RVE LogoReact Video EditorDOCS
RVE Pro/Rendering/Client Side Rendering/Setup

Setup

How to enable client-side video rendering in React Video Editor

Client-Side Rendering Setup

This guide explains how to enable client-side (browser) rendering in React Video Editor Pro.

Install Dependencies

Client-side rendering requires two additional Remotion packages as peer dependencies:

npm install @remotion/web-renderer @remotion/media

These are peer dependencies of @react-video-editor/core - they're not bundled with the editor, so you need to install them in your project.


Enable Web Rendering

To enable client-side rendering, pass the enableWebRender prop to your ReactVideoEditor component:

Browser-Only Export (No Server)

If you just want browser export with no cloud rendering at all:

page.tsx
"use client";

import React from 'react';
import { ReactVideoEditor } from '@react-video-editor/core';

export default function Page() {
  return (
    <ReactVideoEditor
      projectId="example-project"
      fps={30}
      enableWebRender={true}
    />
  );
}

That's it - no renderer, no API routes, no server setup. Users click "Export Video" and the MP4 downloads directly to their device.

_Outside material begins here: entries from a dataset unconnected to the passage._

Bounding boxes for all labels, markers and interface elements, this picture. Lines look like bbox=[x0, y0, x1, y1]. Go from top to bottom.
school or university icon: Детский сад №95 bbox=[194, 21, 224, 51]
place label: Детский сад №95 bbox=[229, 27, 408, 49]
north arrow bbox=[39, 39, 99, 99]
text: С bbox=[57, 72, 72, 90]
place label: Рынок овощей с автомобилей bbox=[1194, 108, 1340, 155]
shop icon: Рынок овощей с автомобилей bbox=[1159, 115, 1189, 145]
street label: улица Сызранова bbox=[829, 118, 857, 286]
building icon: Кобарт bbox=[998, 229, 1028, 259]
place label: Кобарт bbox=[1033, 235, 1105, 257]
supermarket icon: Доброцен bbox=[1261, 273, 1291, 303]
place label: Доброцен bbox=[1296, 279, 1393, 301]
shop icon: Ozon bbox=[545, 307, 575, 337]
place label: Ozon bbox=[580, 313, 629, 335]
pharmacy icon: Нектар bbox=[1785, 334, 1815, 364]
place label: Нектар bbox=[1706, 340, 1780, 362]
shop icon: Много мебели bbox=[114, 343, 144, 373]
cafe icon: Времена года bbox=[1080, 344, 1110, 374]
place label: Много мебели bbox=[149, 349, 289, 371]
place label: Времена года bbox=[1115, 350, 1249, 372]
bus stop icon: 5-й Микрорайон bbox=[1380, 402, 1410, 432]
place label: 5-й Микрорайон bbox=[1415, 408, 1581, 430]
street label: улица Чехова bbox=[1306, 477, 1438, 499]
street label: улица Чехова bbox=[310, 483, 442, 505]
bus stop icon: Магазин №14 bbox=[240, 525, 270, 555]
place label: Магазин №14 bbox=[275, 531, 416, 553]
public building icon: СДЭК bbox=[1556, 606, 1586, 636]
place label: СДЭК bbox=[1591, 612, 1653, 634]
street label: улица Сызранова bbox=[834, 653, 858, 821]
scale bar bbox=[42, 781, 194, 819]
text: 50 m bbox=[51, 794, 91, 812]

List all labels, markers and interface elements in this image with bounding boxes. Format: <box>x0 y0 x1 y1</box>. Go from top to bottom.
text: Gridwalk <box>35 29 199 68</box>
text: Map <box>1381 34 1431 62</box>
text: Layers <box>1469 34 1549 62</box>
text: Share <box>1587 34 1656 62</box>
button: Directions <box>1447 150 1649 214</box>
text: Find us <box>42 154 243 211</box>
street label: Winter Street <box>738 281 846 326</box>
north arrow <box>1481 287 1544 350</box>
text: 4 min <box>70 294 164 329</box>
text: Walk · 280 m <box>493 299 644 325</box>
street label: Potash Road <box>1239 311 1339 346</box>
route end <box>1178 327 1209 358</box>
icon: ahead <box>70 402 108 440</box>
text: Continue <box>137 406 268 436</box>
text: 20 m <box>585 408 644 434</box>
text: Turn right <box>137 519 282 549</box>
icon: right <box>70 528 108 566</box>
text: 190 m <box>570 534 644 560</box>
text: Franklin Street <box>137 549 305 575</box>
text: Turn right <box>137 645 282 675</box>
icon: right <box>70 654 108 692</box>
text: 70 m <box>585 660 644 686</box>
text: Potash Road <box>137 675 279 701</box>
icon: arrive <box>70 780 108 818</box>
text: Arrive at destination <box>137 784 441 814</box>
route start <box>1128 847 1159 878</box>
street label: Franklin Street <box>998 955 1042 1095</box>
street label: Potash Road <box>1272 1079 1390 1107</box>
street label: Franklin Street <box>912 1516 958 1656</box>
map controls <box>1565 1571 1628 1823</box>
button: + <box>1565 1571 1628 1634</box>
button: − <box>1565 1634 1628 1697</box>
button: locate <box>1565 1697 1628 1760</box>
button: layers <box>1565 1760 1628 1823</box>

Hybrid Mode (Browser + Cloud)

You can offer both client-side and cloud rendering. When a customRenderer is provided alongside enableWebRender, users can toggle between the two modes in the settings panel:

page.tsx
"use client";

import React from 'react';
import { ReactVideoEditor } from '@react-video-editor/core';
import { HttpRenderer } from '../../lib/http-renderer';

export default function Page() {
  const ssrRenderer = React.useMemo(() =>
    new HttpRenderer('/api/render/ssr', {
      type: 'ssr',
      entryPoint: '/api/render/ssr'
    }), []
  );

  return (
    <ReactVideoEditor
      projectId="example-project"
      fps={30}
      customRenderer={ssrRenderer}
      enableWebRender={true}
      showRenderSettings={true}
    />
  );
}

With this setup:

  • Users see a render mode toggle in the settings panel
  • Browser export: renders locally, auto-downloads the MP4
  • Cloud rendering: sends the job to your server, shows a notification when complete

Configuration Props

PropTypeDefaultDescription
enableWebRenderbooleanfalse (if customRenderer provided), true (if no renderer)Enable client-side video export
customRendererVideoRenderer-Optional cloud/server renderer (SSR, Lambda, or custom)
showRenderSettingsbooleantrueShow the render mode toggle in the settings panel

Behavior Matrix

customRendererenableWebRenderResult
Not providedtrueBrowser export only
Not providedfalseExport button disabled
ProvidedtrueHybrid mode - user can toggle
ProvidedfalseCloud rendering only
ProvidedNot setCloud rendering only (default)
Not providedNot setBrowser export enabled (default fallback)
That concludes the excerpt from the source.